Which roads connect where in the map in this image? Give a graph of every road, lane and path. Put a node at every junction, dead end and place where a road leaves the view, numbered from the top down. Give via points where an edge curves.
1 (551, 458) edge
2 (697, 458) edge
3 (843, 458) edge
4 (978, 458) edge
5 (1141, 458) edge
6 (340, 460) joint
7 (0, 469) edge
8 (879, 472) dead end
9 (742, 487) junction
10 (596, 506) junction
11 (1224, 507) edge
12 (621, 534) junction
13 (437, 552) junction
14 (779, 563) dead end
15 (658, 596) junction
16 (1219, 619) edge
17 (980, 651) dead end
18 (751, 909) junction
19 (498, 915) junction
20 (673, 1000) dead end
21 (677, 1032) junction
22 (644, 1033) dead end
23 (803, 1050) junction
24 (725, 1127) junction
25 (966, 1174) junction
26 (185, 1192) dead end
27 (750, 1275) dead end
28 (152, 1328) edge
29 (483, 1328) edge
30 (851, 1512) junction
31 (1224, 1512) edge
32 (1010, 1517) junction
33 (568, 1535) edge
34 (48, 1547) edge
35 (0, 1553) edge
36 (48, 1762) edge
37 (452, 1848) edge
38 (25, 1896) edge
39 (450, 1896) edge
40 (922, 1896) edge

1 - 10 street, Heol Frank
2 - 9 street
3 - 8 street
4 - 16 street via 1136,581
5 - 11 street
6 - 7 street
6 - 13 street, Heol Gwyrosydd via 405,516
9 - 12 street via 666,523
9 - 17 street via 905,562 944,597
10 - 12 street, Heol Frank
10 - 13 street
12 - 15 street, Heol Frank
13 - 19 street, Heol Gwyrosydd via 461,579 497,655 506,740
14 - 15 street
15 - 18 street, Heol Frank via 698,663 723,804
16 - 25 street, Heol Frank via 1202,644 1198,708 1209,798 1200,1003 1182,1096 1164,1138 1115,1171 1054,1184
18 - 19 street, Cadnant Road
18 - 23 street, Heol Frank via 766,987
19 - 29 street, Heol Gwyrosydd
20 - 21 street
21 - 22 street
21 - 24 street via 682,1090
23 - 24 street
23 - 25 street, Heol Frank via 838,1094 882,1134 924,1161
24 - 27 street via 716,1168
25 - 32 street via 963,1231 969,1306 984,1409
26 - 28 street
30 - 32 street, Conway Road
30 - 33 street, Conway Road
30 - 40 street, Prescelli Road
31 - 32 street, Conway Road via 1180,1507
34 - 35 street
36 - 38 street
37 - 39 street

=== Work order ===
Once you have read the entries, reproduce each one exactly.

=== Exercise response ===
Which roads connect where in the map in this image? Give a graph of every road, lane and path. Put a node at every junction, dead end and place where a road leaves the view, numbered from the top down. Give via points where an edge curves.
1 (551, 458) edge
2 (697, 458) edge
3 (843, 458) edge
4 (978, 458) edge
5 (1141, 458) edge
6 (340, 460) joint
7 (0, 469) edge
8 (879, 472) dead end
9 (742, 487) junction
10 (596, 506) junction
11 (1224, 507) edge
12 (621, 534) junction
13 (437, 552) junction
14 (779, 563) dead end
15 (658, 596) junction
16 (1219, 619) edge
17 (980, 651) dead end
18 (751, 909) junction
19 (498, 915) junction
20 (673, 1000) dead end
21 (677, 1032) junction
22 (644, 1033) dead end
23 (803, 1050) junction
24 (725, 1127) junction
25 (966, 1174) junction
26 (185, 1192) dead end
27 (750, 1275) dead end
28 (152, 1328) edge
29 (483, 1328) edge
30 (851, 1512) junction
31 (1224, 1512) edge
32 (1010, 1517) junction
33 (568, 1535) edge
34 (48, 1547) edge
35 (0, 1553) edge
36 (48, 1762) edge
37 (452, 1848) edge
38 (25, 1896) edge
39 (450, 1896) edge
40 (922, 1896) edge

1 - 10 street, Heol Frank
2 - 9 street
3 - 8 street
4 - 16 street via 1136,581
5 - 11 street
6 - 7 street
6 - 13 street, Heol Gwyrosydd via 405,516
9 - 12 street via 666,523
9 - 17 street via 905,562 944,597
10 - 12 street, Heol Frank
10 - 13 street
12 - 15 street, Heol Frank
13 - 19 street, Heol Gwyrosydd via 461,579 497,655 506,740
14 - 15 street
15 - 18 street, Heol Frank via 698,663 723,804
16 - 25 street, Heol Frank via 1202,644 1198,708 1209,798 1200,1003 1182,1096 1164,1138 1115,1171 1054,1184
18 - 19 street, Cadnant Road
18 - 23 street, Heol Frank via 766,987
19 - 29 street, Heol Gwyrosydd
20 - 21 street
21 - 22 street
21 - 24 street via 682,1090
23 - 24 street
23 - 25 street, Heol Frank via 838,1094 882,1134 924,1161
24 - 27 street via 716,1168
25 - 32 street via 963,1231 969,1306 984,1409
26 - 28 street
30 - 32 street, Conway Road
30 - 33 street, Conway Road
30 - 40 street, Prescelli Road
31 - 32 street, Conway Road via 1180,1507
34 - 35 street
36 - 38 street
37 - 39 street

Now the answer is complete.